Hejo wszyscy użytkownicy i wędkarze
Powiem wam, że wędkuję od małego, jednak zawsze miałem podstawową wiedzę o rybach i pogłębiałem ją tylko sporadycznie. Z tąd też a mam już 40 lat. Złapałem przez te wszystkie lata tylko dwie duże ryby. Czyli leszcza około 2 kg i lina 2.15kg.
Były piękne, jednak inne to tylko małe płotki, leszcze i kilka szczupaków wymiarowych.
Teraz chcę to wszystko zmienić. Już dwa tygodnie temu czytałem tutaj pierwsze tematy i efekty pojawiły się natychmiast. W sensie byłem kilka dni temu nad Narwią w okolicach Serocka i nęciłem pierwszy raz grubo i dość dużo. Czyli kukurydza paszowa, pszenica, groch, makaron kolanka, pęczak. Efekt, złapałem swojego pierwszego karpia na dzikiej wodzie!!
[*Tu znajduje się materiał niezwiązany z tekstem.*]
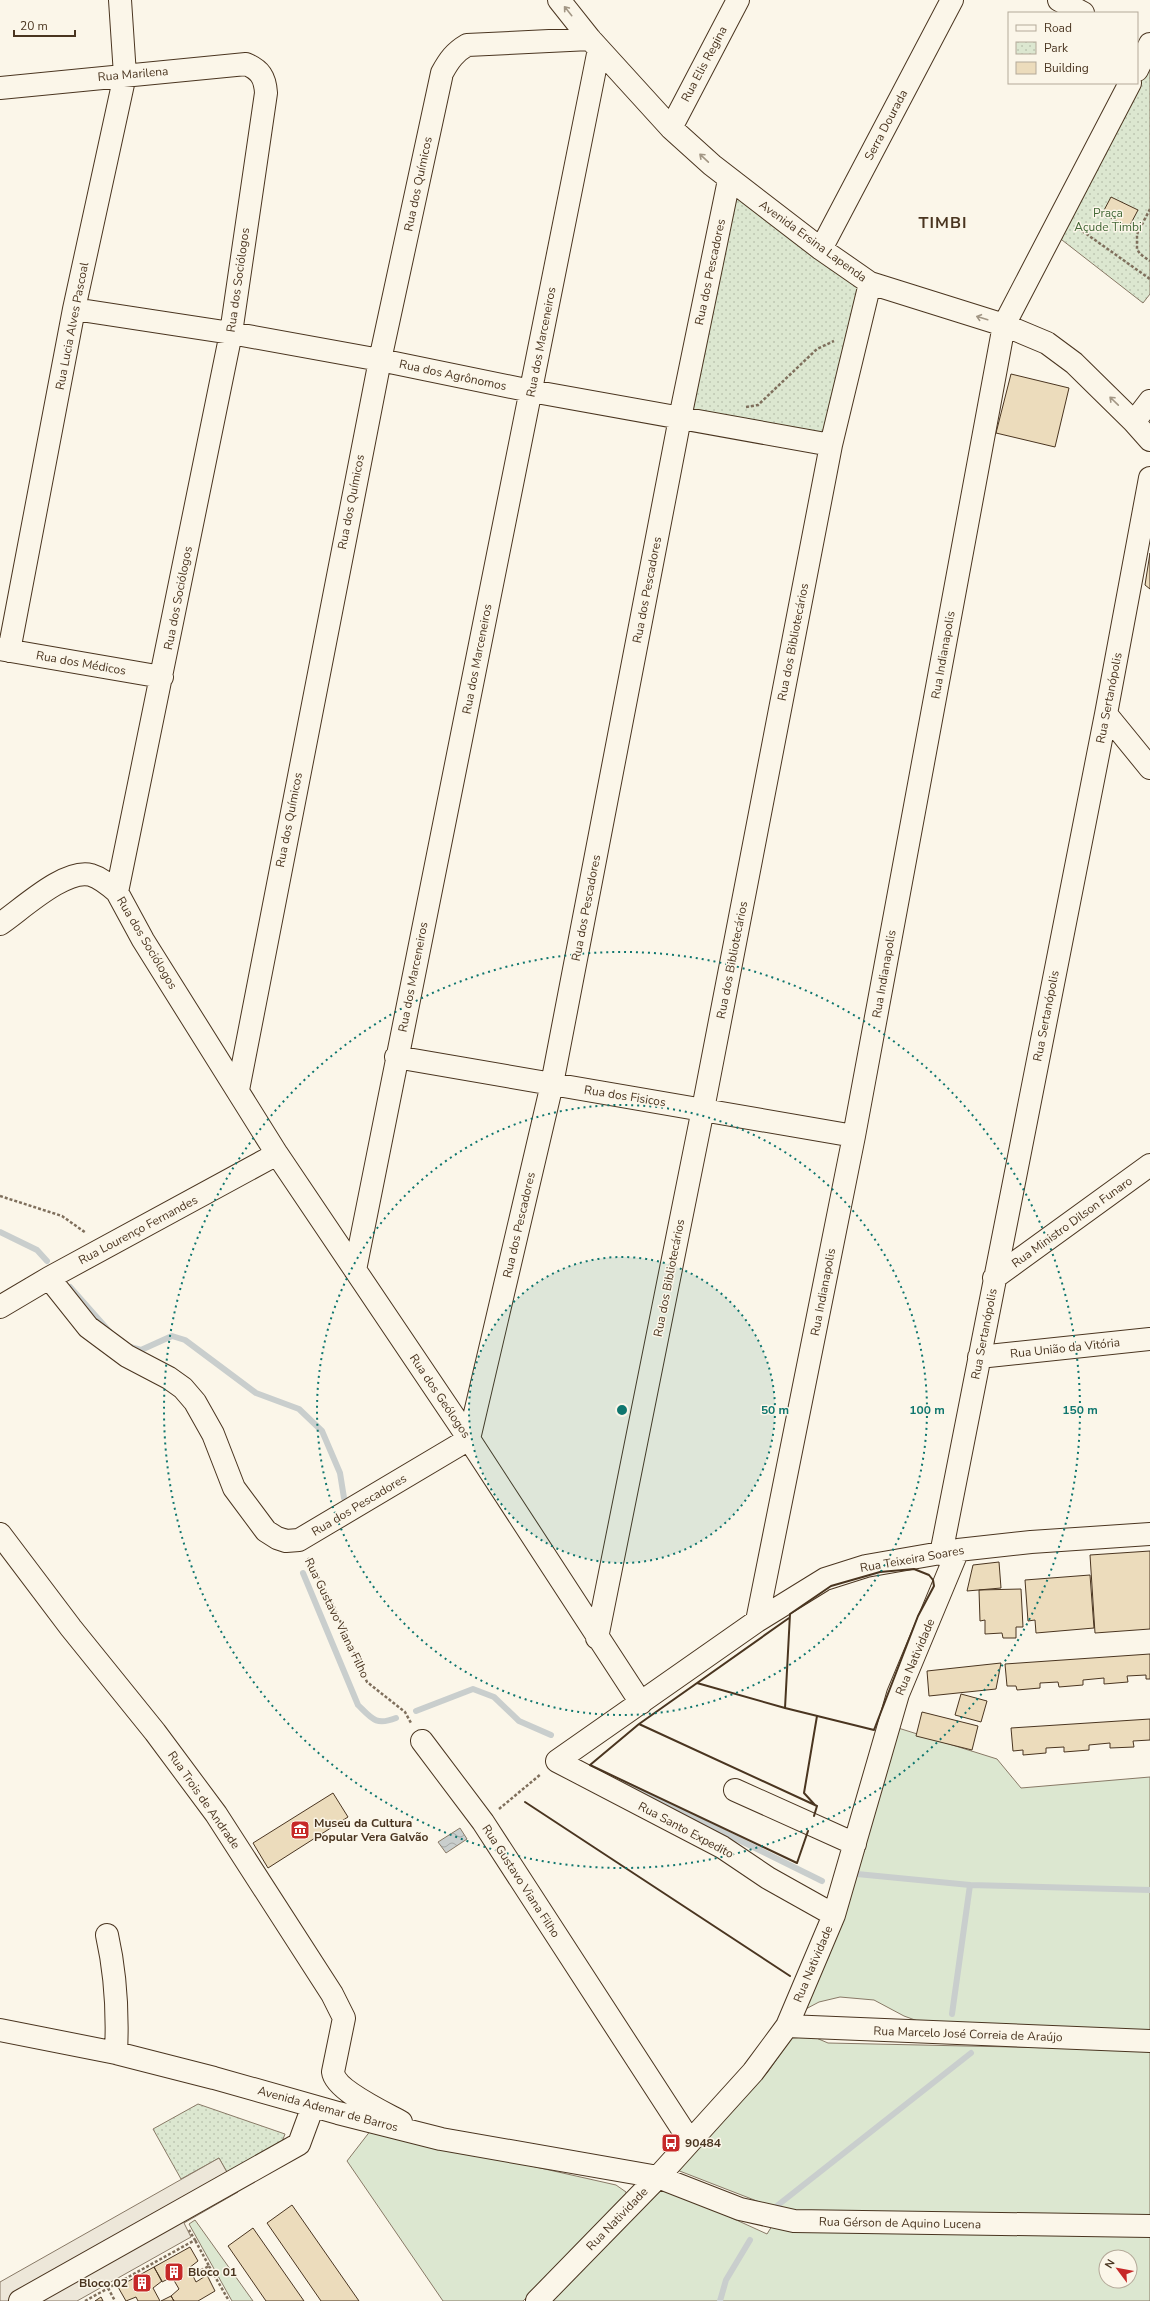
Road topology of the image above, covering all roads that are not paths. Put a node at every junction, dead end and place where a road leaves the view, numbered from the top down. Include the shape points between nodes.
1 (120, 0) edge
2 (559, 0) edge
3 (738, 0) edge
4 (952, 0) edge
5 (1059, 0) edge
6 (1080, 12) edge
7 (595, 44) junction
8 (1146, 47) edge
9 (1138, 67) edge
10 (262, 74) joint
11 (125, 75) junction
12 (1129, 84) edge
13 (0, 88) edge
14 (671, 128) junction
15 (729, 180) junction
16 (821, 249) junction
17 (870, 283) junction
18 (74, 309) junction
19 (1004, 325) junction
20 (231, 333) junction
21 (380, 360) junction
22 (531, 391) junction
23 (1150, 401) edge
24 (680, 418) junction
25 (1134, 422) junction
26 (1150, 440) edge
27 (831, 445) junction
28 (1150, 478) edge
29 (4, 650) edge
30 (162, 677) junction
31 (1106, 714) junction
32 (1150, 768) edge
33 (117, 892) junction
34 (0, 924) edge
35 (396, 1057) junction
36 (552, 1084) junction
37 (238, 1090) junction
38 (703, 1109) junction
39 (854, 1136) junction
40 (277, 1154) junction
41 (1150, 1165) edge
42 (355, 1270) junction
43 (49, 1278) junction
44 (994, 1278) junction
45 (0, 1307) edge
46 (1150, 1339) edge
47 (979, 1357) junction
48 (469, 1439) junction
49 (0, 1534) edge
50 (1150, 1534) edge
51 (949, 1552) junction
52 (757, 1621) junction
53 (597, 1638) junction
54 (641, 1703) junction
55 (422, 1741) road end
56 (557, 1761) joint
57 (735, 1790) dead end
58 (855, 1844) junction
59 (834, 1915) junction
60 (107, 1935) dead end
61 (787, 2026) junction
62 (0, 2030) edge
63 (1150, 2041) edge
64 (116, 2052) junction
65 (345, 2089) junction
66 (314, 2106) junction
67 (338, 2113) junction
68 (421, 2133) junction
69 (690, 2140) junction
70 (658, 2177) junction
71 (1150, 2226) edge
72 (20, 2301) edge
73 (537, 2301) edge

1 - 11 street, Rua Lucia Alves Pascoal
7 -> 2 street, Avenida Ersina Lapenda
3 - 14 street, Rua Elis Regina
4 - 16 street, Serra Dourada
5 - 6 street
7 - 14 street, Avenida Ersina Lapenda
7 - 21 street, Rua dos Químicos via 467,45 449,60 442,73
7 - 22 street, Rua dos Marceneiros
8 - 9 street
10 - 11 street, Rua Marilena via 246,64
10 - 20 street, Rua dos Sociólogos via 266,93
11 - 13 street, Rua Marilena
11 - 18 street, Rua Lucia Alves Pascoal
12 - 19 street, Rua Indianapolis
15 -> 14 street, Avenida Ersina Lapenda
15 - 16 street, Avenida Ersina Lapenda
15 - 24 street, Rua dos Pescadores
16 - 17 street, Avenida Ersina Lapenda
19 -> 17 street, Avenida Ersina Lapenda
17 - 27 street, Rua dos Bibliotecários via 857,328
18 - 20 street, Rua dos Agrônomos
18 - 29 street, Rua Lucia Alves Pascoal
25 -> 19 street, Avenida Ersina Lapenda via 1074,363 1047,343
19 - 39 street, Rua Indianapolis
20 - 21 street, Rua dos Agrônomos
20 - 30 street, Rua dos Sociólogos
21 - 22 street, Rua dos Agrônomos
21 - 37 street, Rua dos Químicos
22 - 24 street, Rua dos Agrônomos
22 - 35 street, Rua dos Marceneiros
23 - 25 street
24 - 27 street, Rua dos Agrônomos
24 - 36 street, Rua dos Pescadores
25 - 26 street, Avenida Ersina Lapenda
27 - 38 street, Rua dos Bibliotecários
28 - 31 street, Rua Sertanópolis
29 - 30 street, Rua dos Médicos
30 - 33 street, Rua dos Sociólogos
31 - 32 street
31 - 44 street, Rua Sertanópolis
33 - 34 street via 102,880 90,875 76,875 63,880
33 - 37 street, Rua dos Sociólogos via 143,940
35 - 36 street, Rua dos Fisicos
35 - 42 street, Rua dos Marceneiros
36 - 38 street, Rua dos Fisicos
36 - 48 street, Rua dos Pescadores
37 - 40 street, Rua dos Geólogos
38 - 39 street, Rua dos Fisicos
38 - 53 street, Rua dos Bibliotecários
39 - 52 street, Rua Indianapolis
40 - 42 street, Rua dos Geólogos
40 - 43 street, Rua Lourenço Fernandes
41 - 44 street, Rua Ministro Dilson Funaro
42 - 48 street, Rua dos Geólogos
43 - 45 street, Rua Lourenço Fernandes
43 - 48 street, Rua dos Pescadores via 88,1327 127,1356 183,1388 195,1402 213,1434 234,1488 266,1531 281,1540 299,1540
44 - 47 street, Rua Sertanópolis
46 - 47 street, Rua União da Vitória
47 - 51 street, Rua Sertanópolis
48 - 53 street, Rua dos Geólogos
49 - 65 street, Rua Trois de Andrade via 216,1814 332,1994 344,2018 333,2076
50 - 51 street, Rua Teixeira Soares via 1031,1542
51 - 52 street, Rua Teixeira Soares via 866,1566 825,1579
51 - 58 street, Rua Natividade via 898,1694
52 - 54 street, Rua Teixeira Soares
53 - 54 street, Rua dos Geólogos
54 - 56 street, Rua Teixeira Soares
55 - 69 street, Rua Gustavo Viana Filho via 483,1822
56 - 59 street, Rua Santo Expedito via 722,1847 768,1878
57 - 58 street
58 - 59 street, Rua Natividade
59 - 61 street, Rua Natividade
60 - 64 street via 118,2000
61 - 63 street, Rua Marcelo José Correia de Araújo
61 - 69 street, Rua Natividade via 753,2072
62 - 64 street, Avenida Ademar de Barros
64 - 66 street, Avenida Ademar de Barros
65 - 67 street
65 - 68 street, Rua Trois de Andrade
66 - 67 street, Avenida Ademar de Barros
66 - 72 street via 299,2144
67 - 68 street, Avenida Ademar de Barros
68 - 70 street, Avenida Ademar de Barros
69 - 70 street, Rua Natividade
70 - 71 street, Rua Gérson de Aquino Lucena via 740,2209 794,2221
70 - 73 street, Rua Natividade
Nie był duży, bo tak do 1,5 kg jednak od razu zauważyłem różnicę, w nęceniu i używaniu większych przynęt oraz większych haczyków.
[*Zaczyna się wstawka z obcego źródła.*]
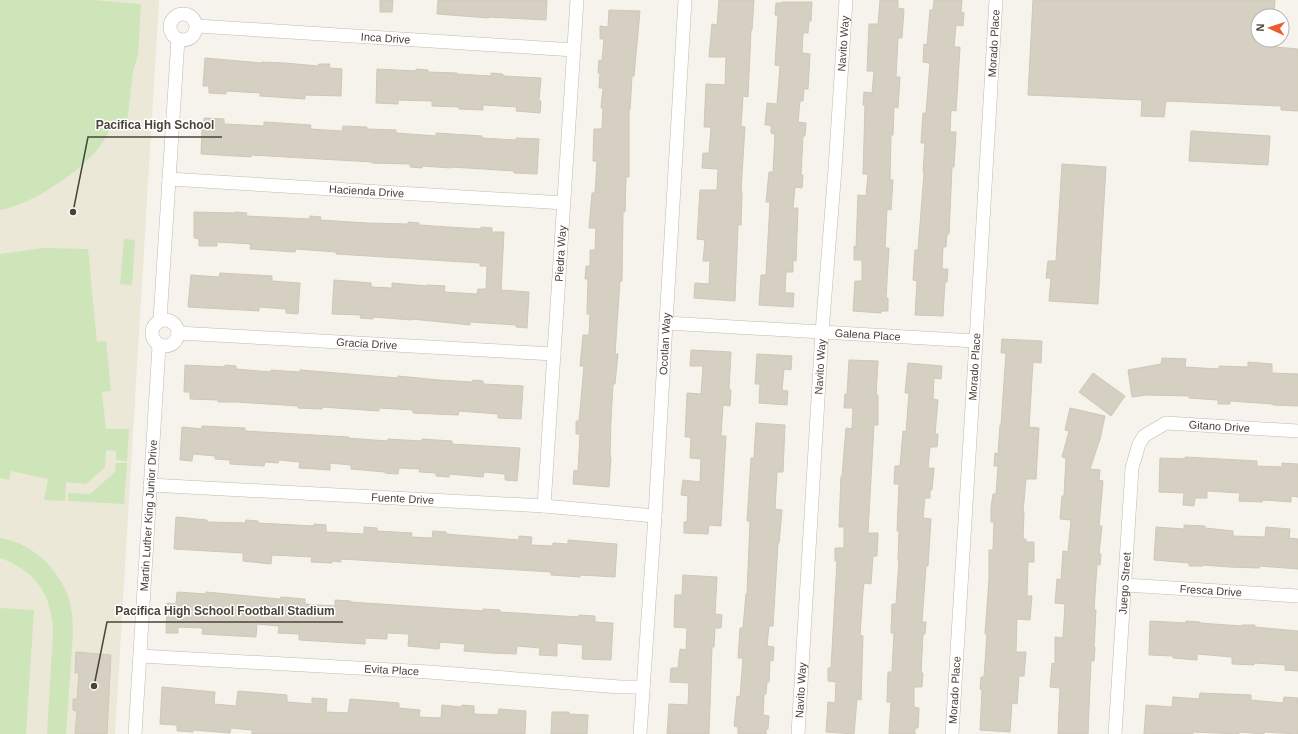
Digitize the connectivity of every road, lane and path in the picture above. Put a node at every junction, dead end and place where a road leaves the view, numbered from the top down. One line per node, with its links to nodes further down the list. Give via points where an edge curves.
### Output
1 (577, 0): 8 (street, Piedra Way)
2 (685, 0): 12 (street, Ocotlan Way)
3 (846, 0): 13 (street, Navito Way)
4 (996, 0): 15 (street, Morado Place)
5 (182, 6): 6 (street, via 194,18); 7 (street, via 170,23 172,34)
6 (197, 26): 7 (street, via 191,38); 8 (street, Inca Drive)
7 (178, 39): 9 (street)
8 (574, 50): 10 (street, Piedra Way)
9 (169, 179): 10 (street, Hacienda Drive); 11 (street)
10 (564, 204): 17 (street, Piedra Way)
11 (160, 320): 14 (street, via 173,322); 16 (street, via 152,330 153,339)
12 (666, 323): 13 (street, Galena Place); 22 (street, Ocotlan Way)
13 (822, 332): 15 (street, Galena Place); 29 (street, Navito Way)
14 (178, 333): 16 (street, via 172,344); 17 (street, Gracia Drive)
15 (975, 341): 30 (street, Morado Place)
16 (159, 346): 20 (street, Martin Luther King Junior Drive)
17 (554, 354): 21 (street, Piedra Way)
18 (1298, 431): 19 (street, Gitano Drive, via 1166,423)
19 (1144, 436): 23 (street, Juego Street, via 1132,468)
20 (150, 485): 21 (street, Fuente Drive); 25 (street, Martin Luther King Junior Drive)
21 (544, 506): 22 (street, Fuente Drive)
22 (655, 516): 26 (street, Ocotlan Way)
23 (1124, 585): 24 (street, Fresca Drive); 31 (street, Juego Street)
24 (1298, 596)
25 (140, 656): 26 (street, Evita Place); 27 (street, Martin Luther King Junior Drive)
26 (643, 687): 28 (street, Ocotlan Way)
27 (135, 734)
28 (640, 734)
29 (798, 734)
30 (952, 734)
31 (1115, 734)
Teraz chciał bym, pogłębiać wiedzę na temat łapania sporych karpi, dużych leszczy, sandaczy, linów, karasi itp. Może nawet suma kiedys bym złapał. Mi tak dużo do szczęścia nie potrzeba. Wystarczyło by, żeby wzioł mi taki około 5-8 kg i tak pewnie ledwo bym go wyciągnoł
Wierzę, że pomożecie mi na następne lata, pogłębiać wiedzę o ogólno pojętym wędkarstwie oraz o doborze sprzętu do danych ryb i danych metod.